DESCRIPTION OF THE TASK:
Without skipping anything, print all of the data exactly.

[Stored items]
▼

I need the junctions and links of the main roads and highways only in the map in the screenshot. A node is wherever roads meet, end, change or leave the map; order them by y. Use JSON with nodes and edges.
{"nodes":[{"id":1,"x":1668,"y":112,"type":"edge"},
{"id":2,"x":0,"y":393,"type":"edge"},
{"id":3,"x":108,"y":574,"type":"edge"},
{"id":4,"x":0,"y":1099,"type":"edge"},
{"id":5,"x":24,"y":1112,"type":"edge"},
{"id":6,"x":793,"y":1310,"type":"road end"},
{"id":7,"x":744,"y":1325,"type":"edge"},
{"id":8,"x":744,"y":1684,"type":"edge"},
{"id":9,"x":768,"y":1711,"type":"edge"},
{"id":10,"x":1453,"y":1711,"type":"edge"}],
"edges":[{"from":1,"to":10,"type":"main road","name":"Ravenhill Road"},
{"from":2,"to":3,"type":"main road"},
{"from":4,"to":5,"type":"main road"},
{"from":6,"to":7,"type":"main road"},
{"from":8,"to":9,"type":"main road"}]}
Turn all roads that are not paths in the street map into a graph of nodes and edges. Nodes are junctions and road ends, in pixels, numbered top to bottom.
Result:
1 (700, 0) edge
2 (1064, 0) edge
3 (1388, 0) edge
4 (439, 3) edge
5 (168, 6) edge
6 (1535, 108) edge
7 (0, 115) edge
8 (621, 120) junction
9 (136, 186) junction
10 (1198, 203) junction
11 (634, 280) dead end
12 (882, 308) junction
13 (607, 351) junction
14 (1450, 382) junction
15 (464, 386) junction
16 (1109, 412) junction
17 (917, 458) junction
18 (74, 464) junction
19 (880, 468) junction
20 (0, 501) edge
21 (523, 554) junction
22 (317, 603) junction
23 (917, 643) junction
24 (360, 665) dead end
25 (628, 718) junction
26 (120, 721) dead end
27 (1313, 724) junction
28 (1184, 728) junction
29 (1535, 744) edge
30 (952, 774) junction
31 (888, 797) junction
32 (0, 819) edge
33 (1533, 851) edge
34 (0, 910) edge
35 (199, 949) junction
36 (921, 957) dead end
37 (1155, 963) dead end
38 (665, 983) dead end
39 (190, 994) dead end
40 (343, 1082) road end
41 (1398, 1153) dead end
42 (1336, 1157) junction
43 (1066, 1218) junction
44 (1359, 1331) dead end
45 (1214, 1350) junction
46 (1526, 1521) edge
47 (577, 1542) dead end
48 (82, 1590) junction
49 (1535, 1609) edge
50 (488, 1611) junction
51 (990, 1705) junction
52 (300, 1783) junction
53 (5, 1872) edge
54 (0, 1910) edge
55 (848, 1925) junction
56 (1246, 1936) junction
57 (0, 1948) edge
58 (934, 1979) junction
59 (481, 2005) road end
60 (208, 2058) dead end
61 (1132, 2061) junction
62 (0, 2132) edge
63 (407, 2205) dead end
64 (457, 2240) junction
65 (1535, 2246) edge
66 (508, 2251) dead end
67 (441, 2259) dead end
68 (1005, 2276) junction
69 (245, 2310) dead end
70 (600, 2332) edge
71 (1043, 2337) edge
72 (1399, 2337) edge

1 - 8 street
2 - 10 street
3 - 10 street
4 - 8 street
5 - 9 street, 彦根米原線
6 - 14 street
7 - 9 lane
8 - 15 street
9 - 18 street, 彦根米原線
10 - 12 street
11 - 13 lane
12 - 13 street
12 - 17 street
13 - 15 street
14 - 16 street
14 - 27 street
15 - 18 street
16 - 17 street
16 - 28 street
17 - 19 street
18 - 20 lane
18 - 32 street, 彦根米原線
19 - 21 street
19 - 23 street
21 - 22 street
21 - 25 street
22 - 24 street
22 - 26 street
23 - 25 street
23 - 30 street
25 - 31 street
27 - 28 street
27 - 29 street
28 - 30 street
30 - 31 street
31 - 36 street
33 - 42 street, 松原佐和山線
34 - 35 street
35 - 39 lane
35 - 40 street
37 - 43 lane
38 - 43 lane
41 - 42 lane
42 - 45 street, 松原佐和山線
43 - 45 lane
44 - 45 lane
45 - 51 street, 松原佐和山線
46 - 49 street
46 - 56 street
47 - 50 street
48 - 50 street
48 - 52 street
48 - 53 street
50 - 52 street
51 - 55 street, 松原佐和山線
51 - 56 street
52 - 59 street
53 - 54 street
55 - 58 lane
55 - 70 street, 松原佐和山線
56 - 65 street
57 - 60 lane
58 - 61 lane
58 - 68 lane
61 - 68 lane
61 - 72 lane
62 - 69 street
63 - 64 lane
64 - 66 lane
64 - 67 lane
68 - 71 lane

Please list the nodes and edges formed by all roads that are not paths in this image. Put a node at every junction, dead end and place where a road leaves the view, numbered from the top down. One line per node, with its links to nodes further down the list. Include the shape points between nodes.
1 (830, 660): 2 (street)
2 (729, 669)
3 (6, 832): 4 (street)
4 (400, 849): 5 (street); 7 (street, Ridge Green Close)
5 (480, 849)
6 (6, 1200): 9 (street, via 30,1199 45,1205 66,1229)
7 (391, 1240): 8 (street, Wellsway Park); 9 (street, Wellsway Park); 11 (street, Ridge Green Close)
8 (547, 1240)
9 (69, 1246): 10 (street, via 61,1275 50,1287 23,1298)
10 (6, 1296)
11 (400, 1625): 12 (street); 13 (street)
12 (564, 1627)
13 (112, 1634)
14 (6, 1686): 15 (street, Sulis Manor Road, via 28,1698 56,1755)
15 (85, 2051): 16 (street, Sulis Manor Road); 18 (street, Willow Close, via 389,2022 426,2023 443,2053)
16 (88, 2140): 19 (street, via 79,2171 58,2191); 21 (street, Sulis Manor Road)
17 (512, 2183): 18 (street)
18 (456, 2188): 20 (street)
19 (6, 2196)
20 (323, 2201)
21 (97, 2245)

▲

TASK RESPONSE:
I need the junctions and links of the main roads and highways only in the map in the screenshot. A node is wherever roads meet, end, change or leave the map; order them by y. Use JSON with nodes and edges.
{"nodes":[{"id":1,"x":1668,"y":112,"type":"edge"},
{"id":2,"x":0,"y":393,"type":"edge"},
{"id":3,"x":108,"y":574,"type":"edge"},
{"id":4,"x":0,"y":1099,"type":"edge"},
{"id":5,"x":24,"y":1112,"type":"edge"},
{"id":6,"x":793,"y":1310,"type":"road end"},
{"id":7,"x":744,"y":1325,"type":"edge"},
{"id":8,"x":744,"y":1684,"type":"edge"},
{"id":9,"x":768,"y":1711,"type":"edge"},
{"id":10,"x":1453,"y":1711,"type":"edge"}],
"edges":[{"from":1,"to":10,"type":"main road","name":"Ravenhill Road"},
{"from":2,"to":3,"type":"main road"},
{"from":4,"to":5,"type":"main road"},
{"from":6,"to":7,"type":"main road"},
{"from":8,"to":9,"type":"main road"}]}
Turn all roads that are not paths in the street map into a graph of nodes and edges. Nodes are junctions and road ends, in pixels, numbered top to bottom.
Result:
1 (700, 0) edge
2 (1064, 0) edge
3 (1388, 0) edge
4 (439, 3) edge
5 (168, 6) edge
6 (1535, 108) edge
7 (0, 115) edge
8 (621, 120) junction
9 (136, 186) junction
10 (1198, 203) junction
11 (634, 280) dead end
12 (882, 308) junction
13 (607, 351) junction
14 (1450, 382) junction
15 (464, 386) junction
16 (1109, 412) junction
17 (917, 458) junction
18 (74, 464) junction
19 (880, 468) junction
20 (0, 501) edge
21 (523, 554) junction
22 (317, 603) junction
23 (917, 643) junction
24 (360, 665) dead end
25 (628, 718) junction
26 (120, 721) dead end
27 (1313, 724) junction
28 (1184, 728) junction
29 (1535, 744) edge
30 (952, 774) junction
31 (888, 797) junction
32 (0, 819) edge
33 (1533, 851) edge
34 (0, 910) edge
35 (199, 949) junction
36 (921, 957) dead end
37 (1155, 963) dead end
38 (665, 983) dead end
39 (190, 994) dead end
40 (343, 1082) road end
41 (1398, 1153) dead end
42 (1336, 1157) junction
43 (1066, 1218) junction
44 (1359, 1331) dead end
45 (1214, 1350) junction
46 (1526, 1521) edge
47 (577, 1542) dead end
48 (82, 1590) junction
49 (1535, 1609) edge
50 (488, 1611) junction
51 (990, 1705) junction
52 (300, 1783) junction
53 (5, 1872) edge
54 (0, 1910) edge
55 (848, 1925) junction
56 (1246, 1936) junction
57 (0, 1948) edge
58 (934, 1979) junction
59 (481, 2005) road end
60 (208, 2058) dead end
61 (1132, 2061) junction
62 (0, 2132) edge
63 (407, 2205) dead end
64 (457, 2240) junction
65 (1535, 2246) edge
66 (508, 2251) dead end
67 (441, 2259) dead end
68 (1005, 2276) junction
69 (245, 2310) dead end
70 (600, 2332) edge
71 (1043, 2337) edge
72 (1399, 2337) edge

1 - 8 street
2 - 10 street
3 - 10 street
4 - 8 street
5 - 9 street, 彦根米原線
6 - 14 street
7 - 9 lane
8 - 15 street
9 - 18 street, 彦根米原線
10 - 12 street
11 - 13 lane
12 - 13 street
12 - 17 street
13 - 15 street
14 - 16 street
14 - 27 street
15 - 18 street
16 - 17 street
16 - 28 street
17 - 19 street
18 - 20 lane
18 - 32 street, 彦根米原線
19 - 21 street
19 - 23 street
21 - 22 street
21 - 25 street
22 - 24 street
22 - 26 street
23 - 25 street
23 - 30 street
25 - 31 street
27 - 28 street
27 - 29 street
28 - 30 street
30 - 31 street
31 - 36 street
33 - 42 street, 松原佐和山線
34 - 35 street
35 - 39 lane
35 - 40 street
37 - 43 lane
38 - 43 lane
41 - 42 lane
42 - 45 street, 松原佐和山線
43 - 45 lane
44 - 45 lane
45 - 51 street, 松原佐和山線
46 - 49 street
46 - 56 street
47 - 50 street
48 - 50 street
48 - 52 street
48 - 53 street
50 - 52 street
51 - 55 street, 松原佐和山線
51 - 56 street
52 - 59 street
53 - 54 street
55 - 58 lane
55 - 70 street, 松原佐和山線
56 - 65 street
57 - 60 lane
58 - 61 lane
58 - 68 lane
61 - 68 lane
61 - 72 lane
62 - 69 street
63 - 64 lane
64 - 66 lane
64 - 67 lane
68 - 71 lane

Please list the nodes and edges formed by all roads that are not paths in this image. Put a node at every junction, dead end and place where a road leaves the view, numbered from the top down. One line per node, with its links to nodes further down the list. Include the shape points between nodes.
1 (830, 660): 2 (street)
2 (729, 669)
3 (6, 832): 4 (street)
4 (400, 849): 5 (street); 7 (street, Ridge Green Close)
5 (480, 849)
6 (6, 1200): 9 (street, via 30,1199 45,1205 66,1229)
7 (391, 1240): 8 (street, Wellsway Park); 9 (street, Wellsway Park); 11 (street, Ridge Green Close)
8 (547, 1240)
9 (69, 1246): 10 (street, via 61,1275 50,1287 23,1298)
10 (6, 1296)
11 (400, 1625): 12 (street); 13 (street)
12 (564, 1627)
13 (112, 1634)
14 (6, 1686): 15 (street, Sulis Manor Road, via 28,1698 56,1755)
15 (85, 2051): 16 (street, Sulis Manor Road); 18 (street, Willow Close, via 389,2022 426,2023 443,2053)
16 (88, 2140): 19 (street, via 79,2171 58,2191); 21 (street, Sulis Manor Road)
17 (512, 2183): 18 (street)
18 (456, 2188): 20 (street)
19 (6, 2196)
20 (323, 2201)
21 (97, 2245)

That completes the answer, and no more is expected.